Róka threw his cards down in disgust as Pataki made off with
another hand: ‘In the words of the Grand Provost of Kalocsa after he had had
both his legs sheared off by a train, “Aren’t you going to take my dick too?”.’

‘We can talk about that jazz record of yours,’ replied
Pataki, patiently shuffling the cards.

Róka, as the son of a prominent Lutheran bishop, was the
carriage authority on all matters ecclesiastical, plus Horace’s odes. Every
time Róka’s father had seen one of his three children, he had greeted them with
a line from Horace; the offspring had been enjoined to respond with the
subsequent line, on pain of an imminent clip around the ear. The bishop was not
completely severe. A slice of chocolate cake was on offer for anyone who could
catch him out on Horace’s texts; Róka claimed he had never eaten chocolate cake
until he was sixteen.

Like Gyuri, Róka was class-x. But Róka seemed unperturbed by
this, and certainly didn’t allow his political handicap to interfere with his
mission in life. Methodically, he scanned the platforms at Szeged station for
any woman who had the sort of look on her face which suggested that she might
be thinking about a vertical liaison against a secluded wall with a basketball
player en route to Makó. Aside from his interminable hormones, Róka had also
acquired a haul of excellent (i.e. Western) jazz records that was now almost
entirely in Pataki’s clutches, and he was looking out in the hope of a
deliverance that might prevent another disc from taking up residence in Pataki’s
collection. Róka’s countenance grimly, faultlessly, registered the absence of a
woman under sixty at Szeged’s railway station.

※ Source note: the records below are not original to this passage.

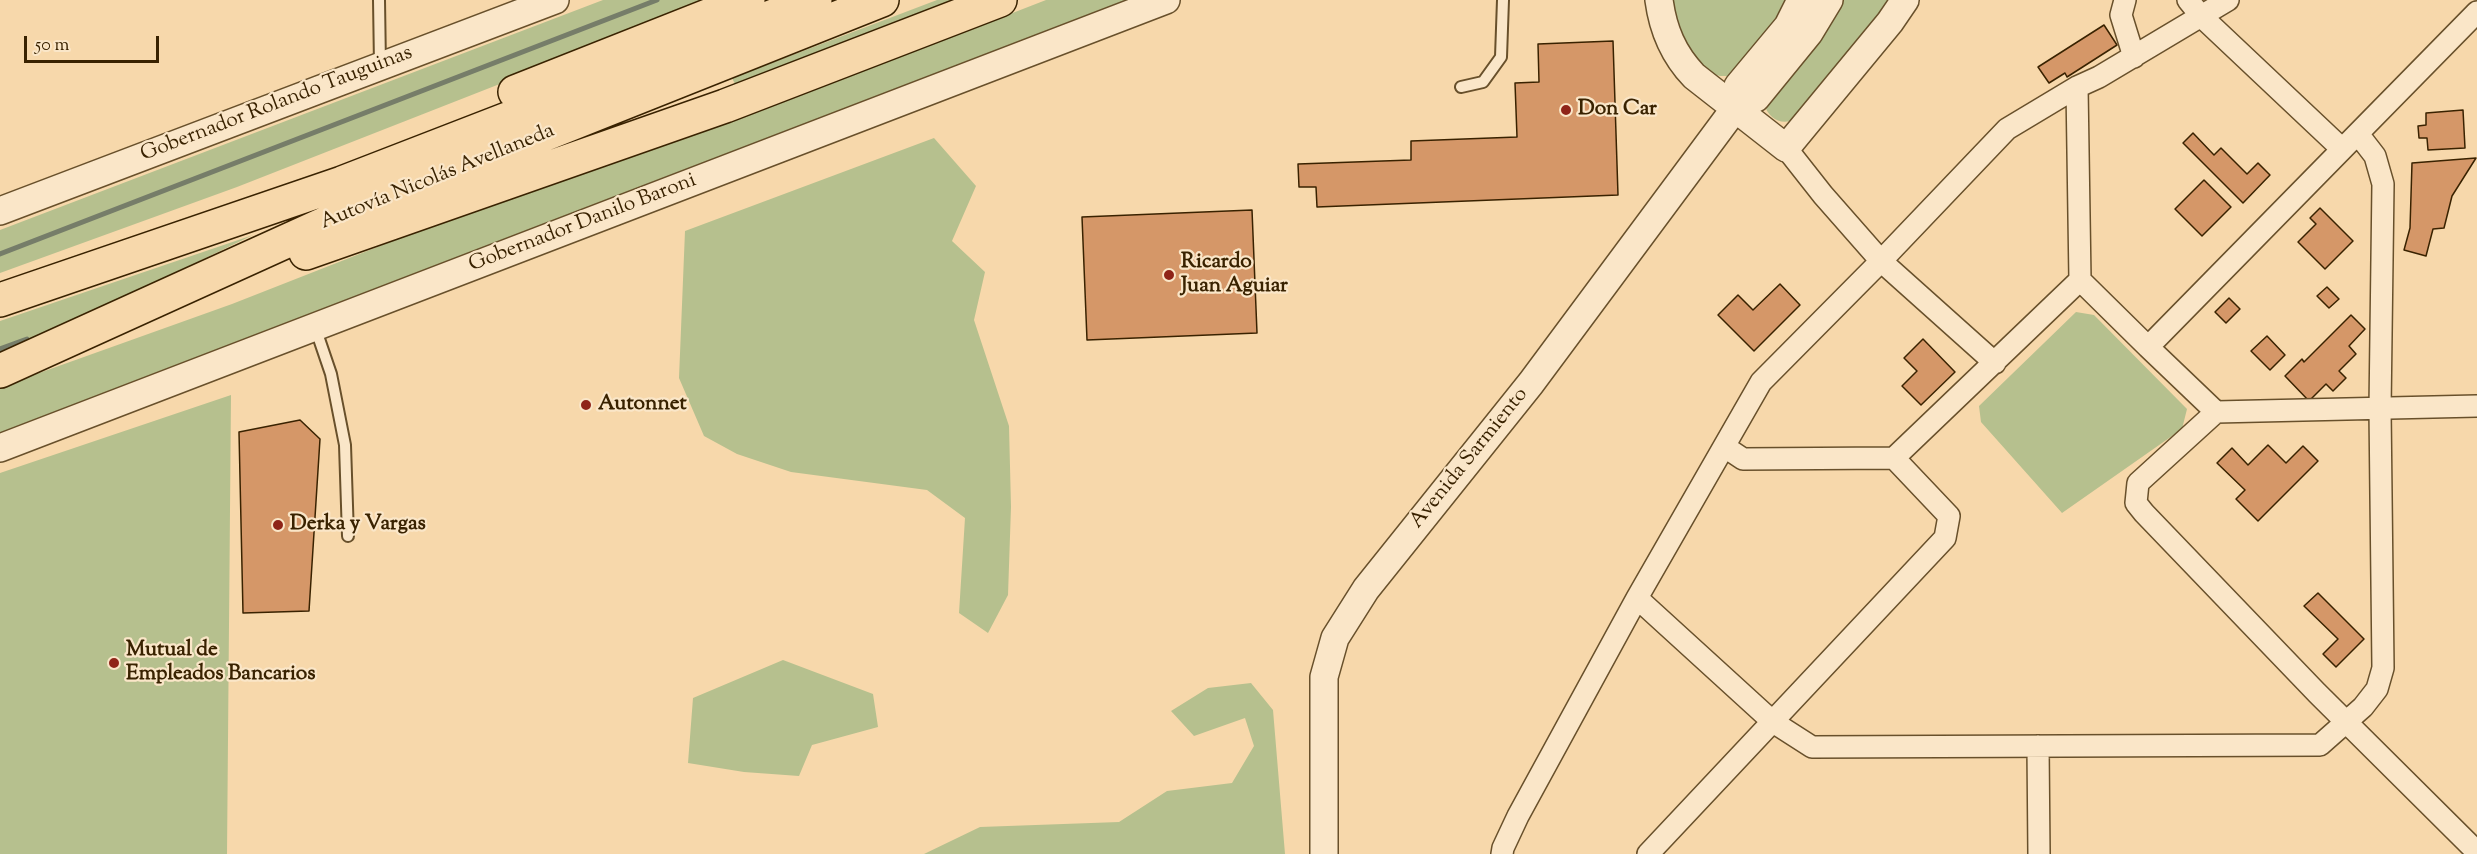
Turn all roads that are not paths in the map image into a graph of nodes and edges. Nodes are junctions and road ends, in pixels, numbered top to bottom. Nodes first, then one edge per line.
1 (379, 0) edge
2 (555, 0) edge
3 (748, 0) edge
4 (814, 0) edge
5 (882, 0) edge
6 (999, 0) edge
7 (1166, 0) edge
8 (1503, 0) edge
9 (1659, 0) edge
10 (1801, 0) edge
11 (1829, 0) edge
12 (1905, 0) edge
13 (2125, 0) edge
14 (2228, 0) edge
15 (2195, 8) edge
16 (2477, 12) edge
17 (2134, 57) junction
18 (380, 66) junction
19 (1461, 87) dead end
20 (2077, 87) junction
21 (1736, 107) junction
22 (2358, 134) junction
23 (1786, 148) junction
24 (2342, 150) junction
25 (0, 211) edge
26 (1881, 261) junction
27 (2080, 280) junction
28 (8, 297) edge
29 (110, 322) junction
30 (314, 327) junction
31 (2148, 347) junction
32 (1995, 363) junction
33 (0, 371) edge
34 (2477, 406) edge
35 (2380, 409) junction
36 (2216, 412) junction
37 (1725, 447) junction
38 (0, 448) edge
39 (1894, 458) junction
40 (348, 536) dead end
41 (1637, 598) junction
42 (2345, 721) junction
43 (1773, 722) junction
44 (2038, 746) junction
45 (2477, 852) edge
46 (1324, 854) edge
47 (1502, 854) edge
48 (1648, 854) edge
49 (2039, 854) edge

1 - 18 lane
2 - 18 street, Gobernador Rolando Tauguinas
3 - 28 highway
4 - 28 highway, Autovía Nicolás Avellaneda
5 - 29 highway, Autovía Nicolás Avellaneda
6 - 29 highway
7 - 30 street, Gobernador Danilo Baroni
8 - 19 lane
9 - 21 street
10 - 21 street, Avenida Sarmiento
11 - 21 street, Avenida Sarmiento
12 - 23 street
13 - 17 street
14 - 15 street
15 - 17 street
15 - 24 street
16 - 22 street
17 - 20 street
18 - 25 street, Gobernador Rolando Tauguinas
20 - 26 street
20 - 27 street
21 - 23 street
21 - 46 street, Avenida Sarmiento
22 - 24 street
22 - 35 street
23 - 26 street
24 - 31 street
26 - 32 street
26 - 37 street
27 - 31 street
27 - 32 street
29 - 33 highway, Autovía Nicolás Avellaneda
30 - 38 street, Gobernador Danilo Baroni
30 - 40 lane
31 - 36 street
32 - 39 street
34 - 35 street
35 - 36 street
35 - 42 street
36 - 42 street
37 - 39 street
37 - 41 street
39 - 43 street
41 - 43 street
41 - 47 street
42 - 44 street
42 - 45 street
43 - 44 street
43 - 48 street
44 - 49 street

‘We haven’t blessed Szeged, have we?’ remarked Bánhegyi. It
was childish, but cheap, and sometimes amusing. Katona leaned out of a window
further along, so he could capture the scene while, as the train pulled out of
the station, Róka, Gyurkovics, Demeter and Pataki promoted their posteriors up
against the carriage window next to the platform. A gallery of photographs
starring bewildered or outraged rail passengers from all over Hungary adorned
the carriage walls.

Szeged was a little disappointing. One elderly ticket-inspector got the full blast of the four-bum salute but she remained unmoved.
Myopia perhaps, or an overdose of war; it looked very much as if some
misfortune had spooned the zest out of her. Or possibly they were inured to
basketball teams in Szeged.

Gyuri looked out on the river as they crossed over, still
ruminating on the attractions of being a streetsweeper. ‘The border’s too far
to walk from here,’ said Pataki, continuing to preside over the impoverishment
of his team-mates. ‘Make your break from Makó.’

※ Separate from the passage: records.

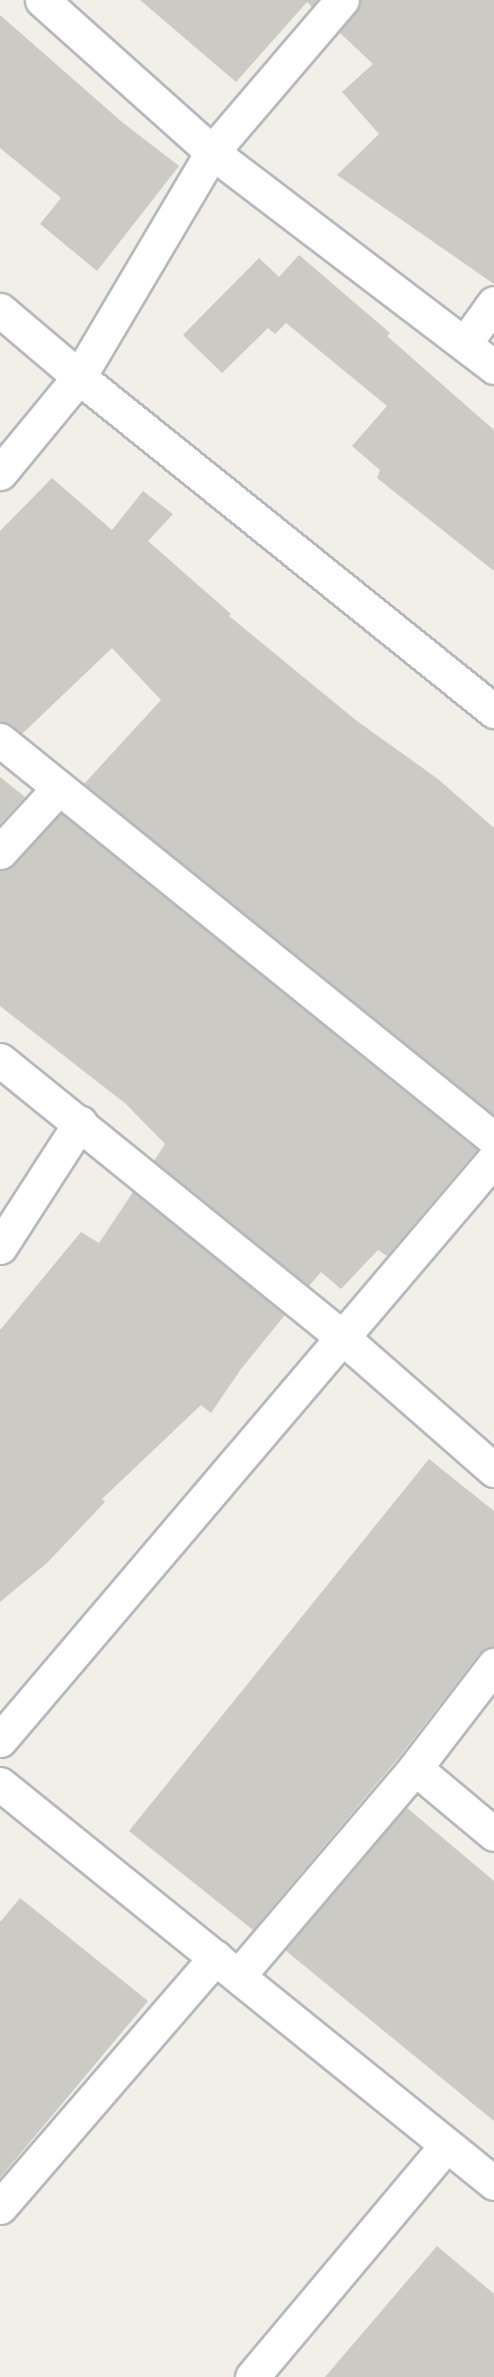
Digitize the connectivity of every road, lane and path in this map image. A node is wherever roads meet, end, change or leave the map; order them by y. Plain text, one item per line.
1 (42, 0) edge
2 (342, 0) edge
3 (212, 152) junction
4 (494, 303) edge
5 (0, 310) edge
6 (465, 342) junction
7 (494, 367) edge
8 (79, 377) junction
9 (0, 473) edge
10 (494, 711) edge
11 (0, 740) edge
12 (58, 789) junction
13 (0, 852) edge
14 (0, 1060) edge
15 (80, 1123) junction
16 (494, 1139) edge
17 (494, 1158) edge
18 (0, 1247) edge
19 (342, 1337) junction
20 (494, 1470) edge
21 (494, 1665) edge
22 (0, 1740) edge
23 (415, 1768) junction
24 (0, 1784) edge
25 (494, 1834) edge
26 (228, 1966) junction
27 (446, 2146) junction
28 (494, 2183) edge
29 (0, 2207) edge
30 (252, 2377) edge

1 - 3 street
2 - 3 street
3 - 6 street
3 - 8 street
4 - 6 street
5 - 8 street
6 - 7 street
8 - 9 street
8 - 10 street
11 - 12 street
12 - 13 street
12 - 16 street
14 - 15 street
15 - 18 street
15 - 19 street
17 - 19 street
19 - 20 street
19 - 22 street
21 - 23 street
23 - 25 street
23 - 26 street
24 - 26 street
26 - 27 street
26 - 29 street
27 - 28 street
27 - 30 street

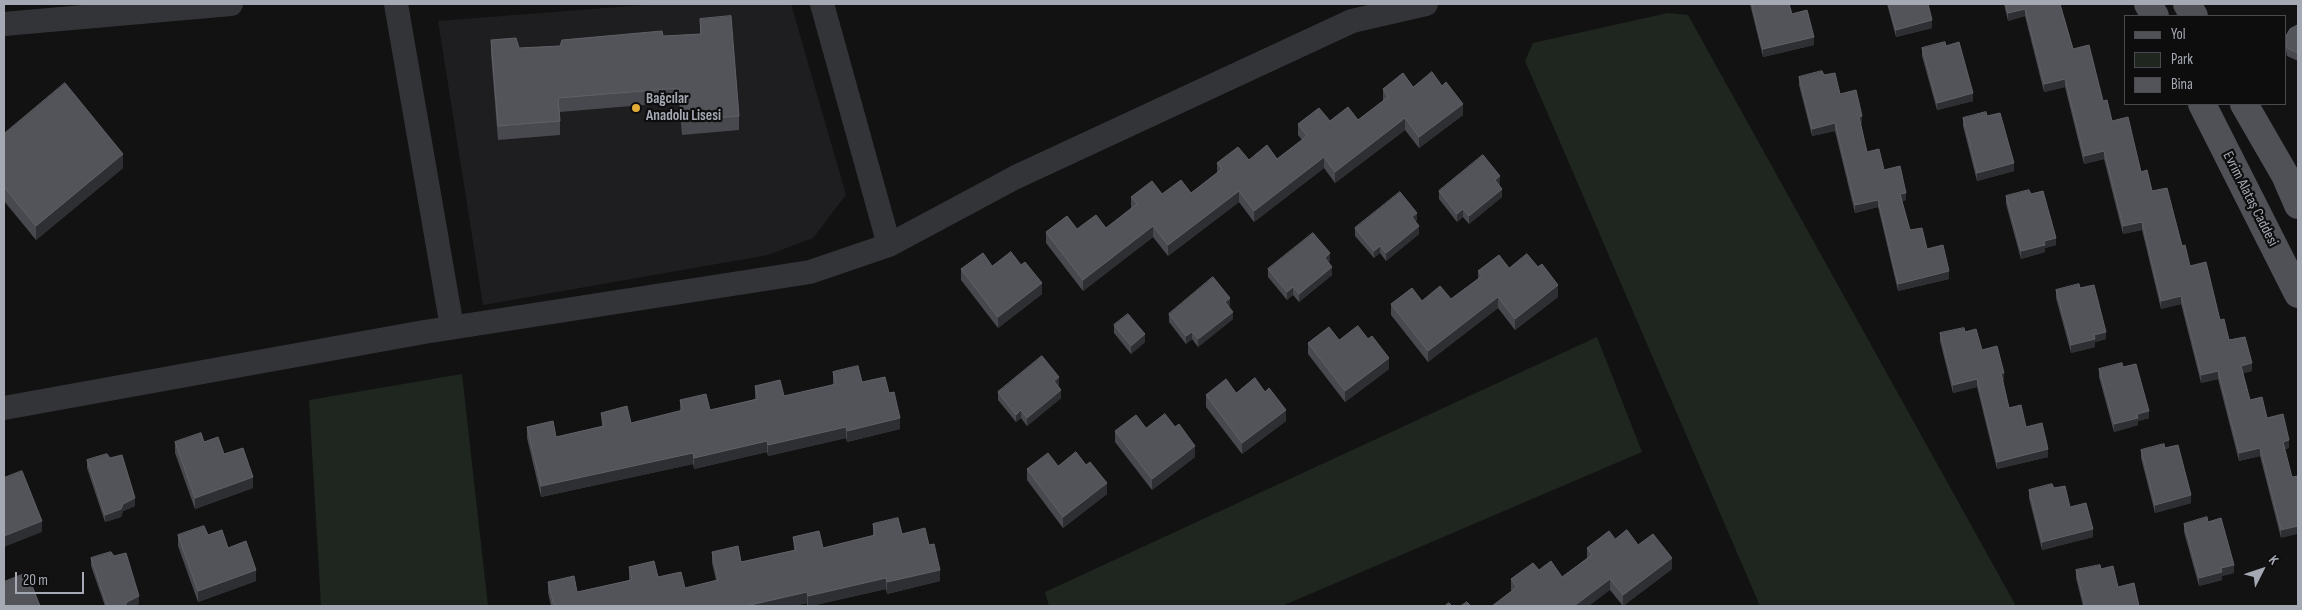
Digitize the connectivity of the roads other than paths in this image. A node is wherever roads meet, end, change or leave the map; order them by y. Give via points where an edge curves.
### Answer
1 (231, 4) edge
2 (396, 4) edge
3 (822, 4) edge
4 (1426, 4) edge
5 (2148, 4) edge
6 (2187, 4) edge
7 (2154, 15) edge
8 (2193, 15) edge
9 (4, 24) edge
10 (2203, 105) edge
11 (2245, 105) edge
12 (2298, 205) edge
13 (889, 246) junction
14 (2298, 294) edge
15 (452, 327) junction
16 (4, 408) edge

1 - 9 street
2 - 15 street
3 - 13 street
4 - 13 street via 1352,21 1016,177
5 - 7 main road
6 - 8 main road
10 - 14 main road, Evrim Alataş Caddesi
11 - 12 main road via 2285,175
13 - 15 street via 810,272
15 - 16 street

Gyuri’s aspirations, though he had never opened them up,
dripped out over time and had been fully divined by the others. Keeping secrets
from those you travelled around with naked wasn’t easy. ‘It’s really not that
wonderful out there, Gyuri.’ Gyurkovics kept on repeating this. Gyurkovics was
a liar – not in the same league as Pataki but competent. But while Pataki
turned on the falsehood principally for entertainment and only used it as a
shield at the last resort, with Gyurkovics you knew as soon as his enamels
parted, his lying was to exile the truth.

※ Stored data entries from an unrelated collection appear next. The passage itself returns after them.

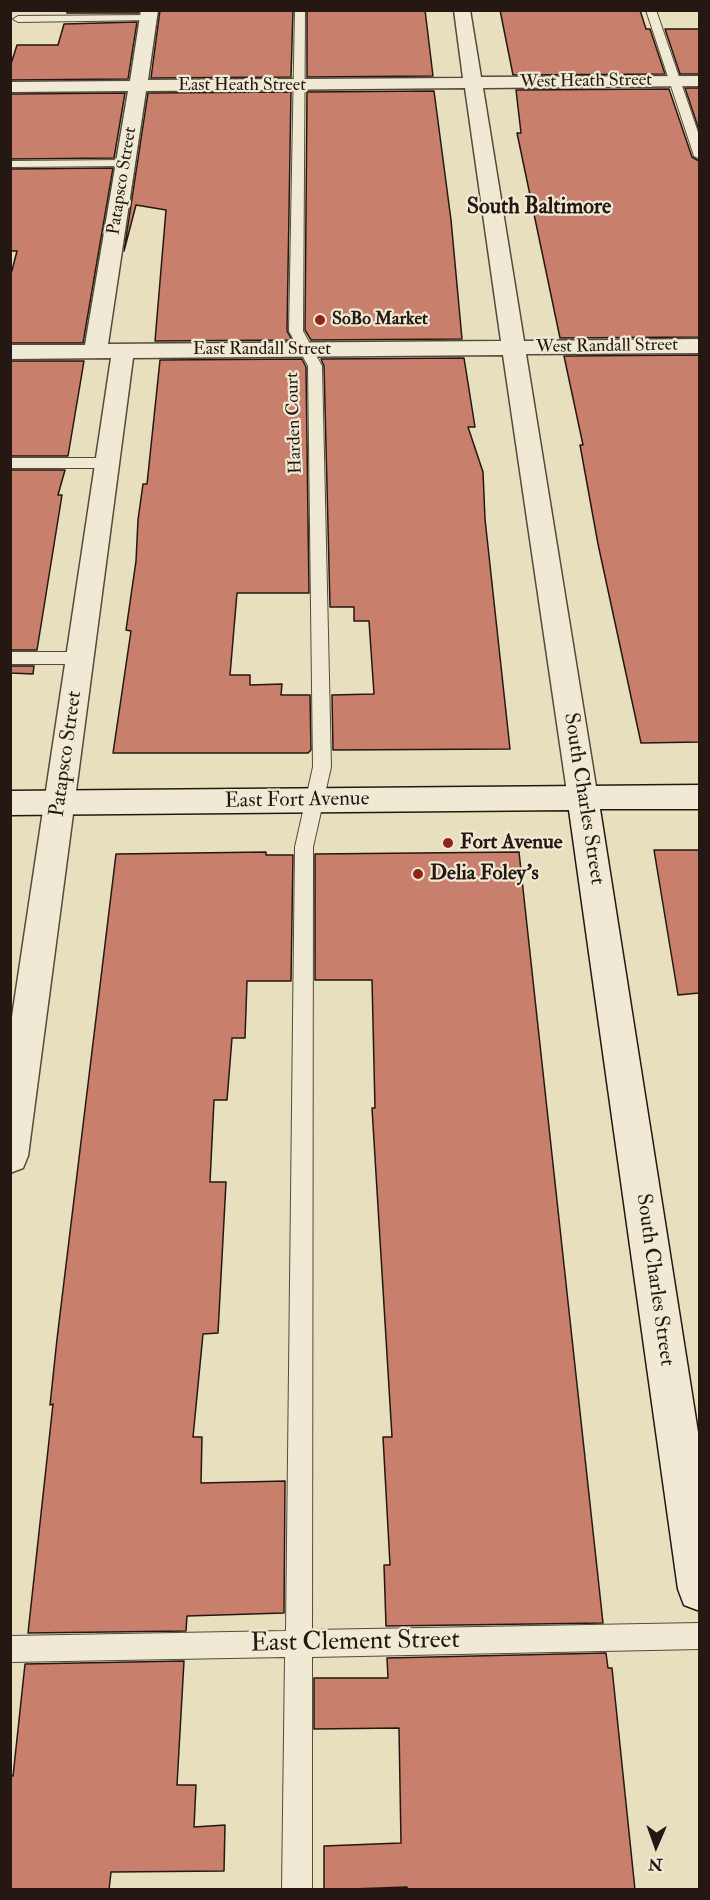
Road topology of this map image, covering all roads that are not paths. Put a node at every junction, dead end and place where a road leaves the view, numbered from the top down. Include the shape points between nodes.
1 (300, 10) edge
2 (462, 10) edge
3 (651, 10) edge
4 (150, 14) edge
5 (16, 16) edge
6 (674, 81) junction
7 (699, 81) edge
8 (473, 84) junction
9 (299, 86) junction
10 (10, 87) edge
11 (138, 87) junction
12 (699, 156) edge
13 (126, 163) junction
14 (10, 164) edge
15 (699, 346) edge
16 (514, 348) junction
17 (306, 350) junction
18 (123, 351) junction
19 (10, 352) edge
20 (95, 352) junction
21 (10, 463) edge
22 (107, 463) junction
23 (10, 658) edge
24 (80, 658) junction
25 (699, 797) edge
26 (583, 799) junction
27 (314, 801) junction
28 (10, 803) edge
29 (60, 803) junction
30 (11, 1144) edge
31 (699, 1589) edge
32 (699, 1636) edge
33 (300, 1644) junction
34 (10, 1649) edge
35 (297, 1890) edge

1 - 9 lane, Harden Court
2 - 8 street, South Charles Street
3 - 6 lane
4 - 5 lane
4 - 11 street, Patapsco Street
6 - 7 street, West Heath Street
6 - 8 street, West Heath Street
6 - 12 lane
8 - 9 street, East Heath Street
8 - 16 street, South Charles Street
9 - 11 street, East Heath Street
9 - 17 lane, Harden Court via 296,331
10 - 11 street, East Heath Street
11 - 13 street, Patapsco Street
13 - 14 lane
13 - 20 street, Patapsco Street
15 - 16 street, West Randall Street
16 - 17 street, East Randall Street
16 - 26 street, South Charles Street
17 - 18 street, East Randall Street
17 - 27 lane, Harden Court via 315,366 316,385 322,767
18 - 20 street, East Randall Street
18 - 22 street, Patapsco Street
19 - 20 street, East Randall Street
21 - 22 lane
22 - 24 street, Patapsco Street
23 - 24 lane
24 - 29 street, Patapsco Street
25 - 26 street, East Fort Avenue
26 - 27 street, East Fort Avenue
26 - 31 street, South Charles Street
27 - 29 street, East Fort Avenue
27 - 33 lane, Harden Court via 304,847
28 - 29 street, East Fort Avenue
29 - 30 street, Patapsco Street
32 - 33 lane, East Clement Street
33 - 34 lane, East Clement Street
33 - 35 lane, Harden Court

Gyurkovics had got out. In ’47, before the borders had been
sealed up tighter than a louse’s arse, Gyurkovics went off to Vienna. It had
been about the same time that Gyuri had gone to see Pataki about skipping the
country. Wearing newspaper for underwear, Gyuri was spending most of his time
worrying about when his next foodstuff would be making its appearance. He had
been going upstairs in the hope of catching lunchtime in the Pataki household
when he bumped into Pataki coming down the stairway. Pataki was wearing his US
Army sunglasses (clandestinely obtained and one of only a dozen pairs in the
whole of Hungary). Pataki was better off in that his loins weren’t girded with
newsprint and he had a mother and an employed father to assist him in the
obtaining of meals. But Gyuri doubted that was the crucial factor. ‘Let’s go.
Let’s get out of this country,’ Gyuri had urged. Pataki paused, mentally
fingering the proposal. ‘No,’ he said, ‘let’s go rowing.’ That had been that.
Gyuri had no doubt that if it had been yes, they would have strolled down to
the station without any ado, but it had been no and a saunter to the boathouse.